Heredity or Genetic Factors
Approximately 10% of individuals diagnosed with melanoma have a family history of the disease. The vast majority of these patients have only one or more affected close relatives, which translates to only a small increase in the risk of developing a melanoma. Those at highest risk for developing melanoma are members of rare melanoma-prone families in which there are usually 3 or more affected members in 2 or more generations on the same side of the family. These family members are generally characterized as having multiple melanomas in the setting of dozens or hundred of atypical moles. The risk of developing melanoma in members of melanoma-prone families is estimated to be around 50% by age 50. By studying these families, researchers have discovered that the DNA of certain genes is often damaged in melanoma cells.

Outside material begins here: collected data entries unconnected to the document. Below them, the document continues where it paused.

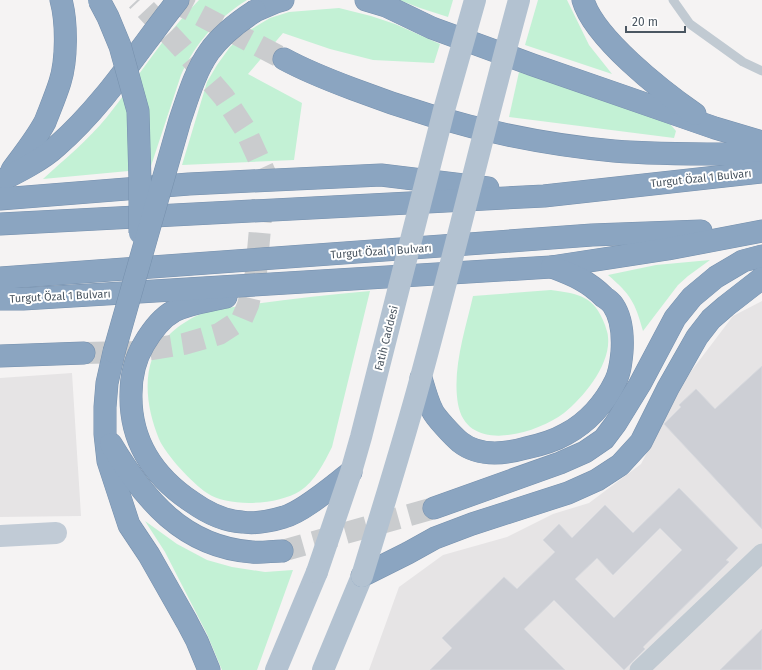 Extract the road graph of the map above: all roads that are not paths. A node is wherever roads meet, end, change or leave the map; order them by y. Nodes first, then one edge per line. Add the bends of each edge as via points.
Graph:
1 (61, 0) edge
2 (99, 0) edge
3 (178, 0) edge
4 (283, 0) edge
5 (366, 0) edge
6 (475, 0) edge
7 (519, 0) edge
8 (584, 0) edge
9 (673, 0) edge
10 (284, 59) tunnel mouth
11 (762, 71) edge
12 (715, 128) junction
13 (762, 142) edge
14 (762, 154) edge
15 (762, 172) edge
16 (3, 179) edge
17 (544, 196) junction
18 (0, 199) edge
19 (0, 224) edge
20 (762, 230) edge
21 (762, 256) edge
22 (140, 262) junction
23 (551, 267) junction
24 (0, 278) edge
25 (762, 278) edge
26 (287, 282) junction
27 (0, 298) edge
28 (84, 353) tunnel mouth
29 (0, 356) edge
30 (421, 378) junction
31 (105, 434) junction
32 (351, 472) junction
33 (434, 508) tunnel mouth
34 (56, 533) dead end
35 (0, 536) edge
36 (282, 551) tunnel mouth
37 (762, 553) edge
38 (362, 576) junction
39 (209, 670) edge
40 (276, 670) edge
41 (323, 670) edge
42 (639, 670) edge

1 - 16 highway via 65,29 61,81 44,123 34,140
2 - 22 highway, bridge via 120,46 138,111
3 - 16 highway via 77,126 56,147
4 - 22 highway, bridge via 255,11 237,23 210,51 200,67 180,120
5 - 12 highway via 519,60
6 - 32 main road, Fatih Caddesi, bridge via 444,110
7 - 30 main road, bridge
8 - 12 highway via 595,24 616,48 679,102
9 - 11 lane via 690,24 743,62
10 - 14 highway via 306,71 434,118 520,137 615,151
12 - 13 highway
15 - 17 highway, Turgut Özal 1 Bulvarı
17 - 18 highway, Turgut Özal 1 Bulvarı via 381,175 189,184
17 - 19 highway, Turgut Özal 1 Bulvarı
20 - 23 highway, Turgut Özal 1 Bulvarı via 668,249
20 - 24 highway, Turgut Özal 1 Bulvarı via 592,236
21 - 33 highway via 743,261 716,277 692,297 675,318 640,384 604,439 560,464
22 - 31 highway, bridge via 114,352 108,383
23 - 26 highway, Turgut Özal 1 Bulvarı
23 - 30 highway via 579,278 599,292 613,305 620,322 623,342 616,380 603,402 587,420 567,434 544,443 499,454 487,453 460,442 450,432 432,411
25 - 38 highway via 711,319 668,388 641,442 620,465 597,480 568,493 435,538
26 - 27 highway, Turgut Özal 1 Bulvarı via 23,299
26 - 32 highway via 188,306 163,319 150,333 133,370 132,422 151,463 168,484 201,508 220,517 242,522 262,522 285,517 302,508
28 - 29 highway
30 - 38 main road, bridge
31 - 36 highway via 144,493 178,526 195,537 220,546 252,552
31 - 39 highway via 108,461 129,524 187,622
32 - 40 main road, Fatih Caddesi, bridge via 317,572
34 - 35 street
37 - 42 street
38 - 41 main road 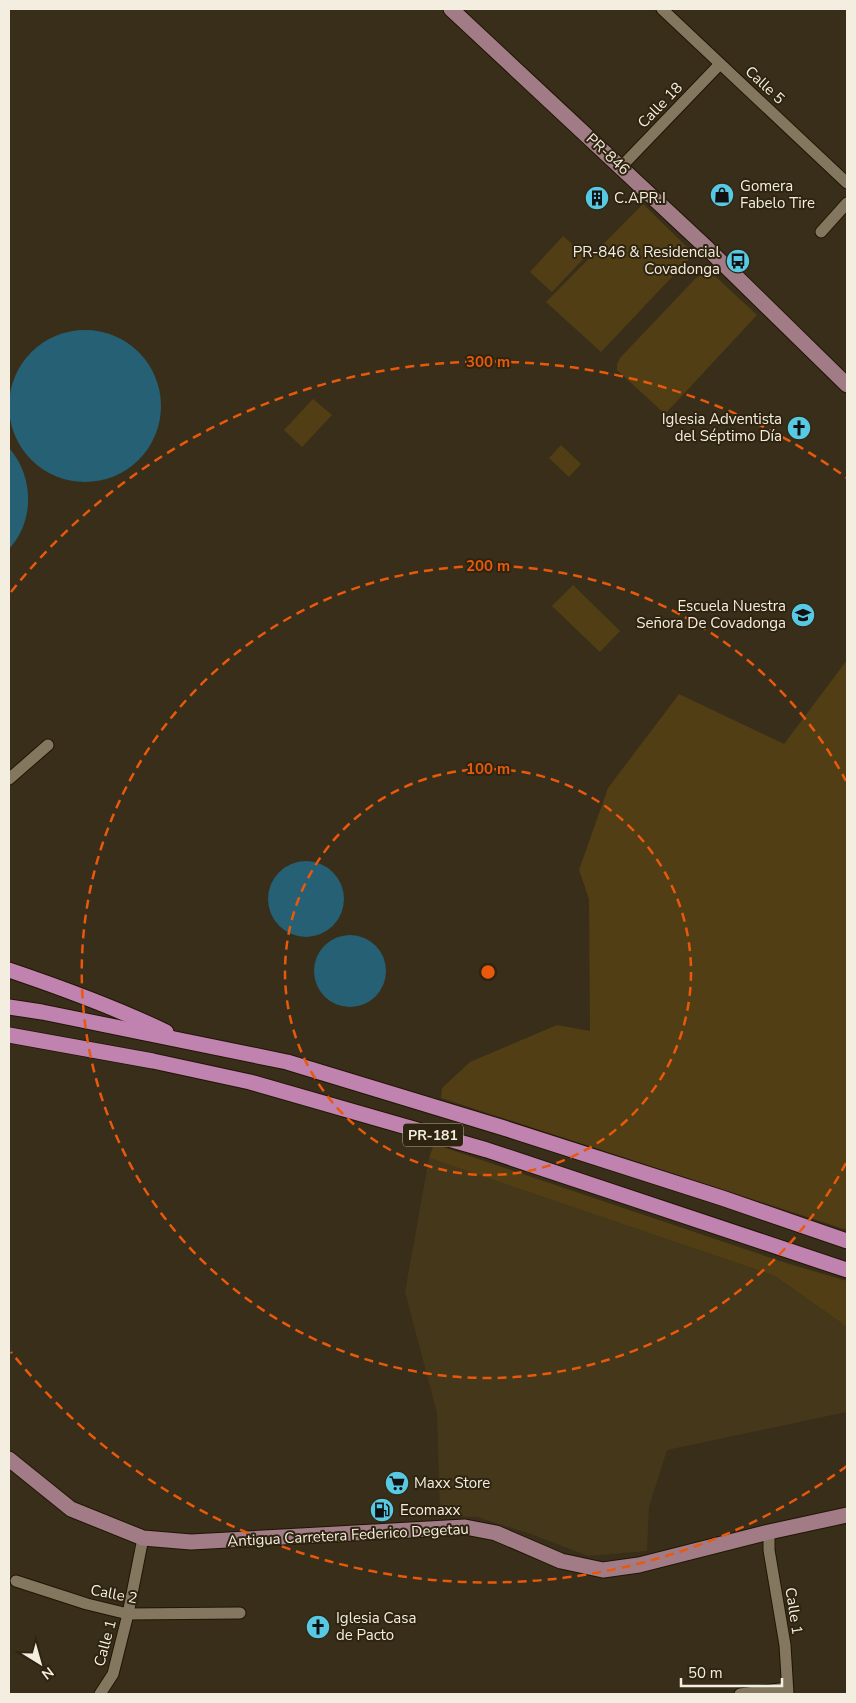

Forty percent of melanoma-prone families have an alteration in the gene, CDKN2A, which is a gene that is normally involved in regulating normal cell growth. Research is ongoing to further define the role of CDKN2A in the development of melanoma.
Xeroderma Pigmentosum (XP): Xeroderma pigmentosum (XP) is a rare, inherited skin disorder characterized by extreme sensitivity to ultraviolet light. Individuals with XP have a genetic defect that prevents the repair of sun-induced damage to DNA. As a result, individuals with XP have a 1000-times higher risk of developing skin cancer than the general population. Almost half of individuals with XP develop a skin cancer by the age of 8 and the condition shortens life expectancy by over 30 years.
Environmental or Non-Genetic Factors
Although the causes of melanoma are poorly understood, researchers have identified some risk factors that are associated with melanoma.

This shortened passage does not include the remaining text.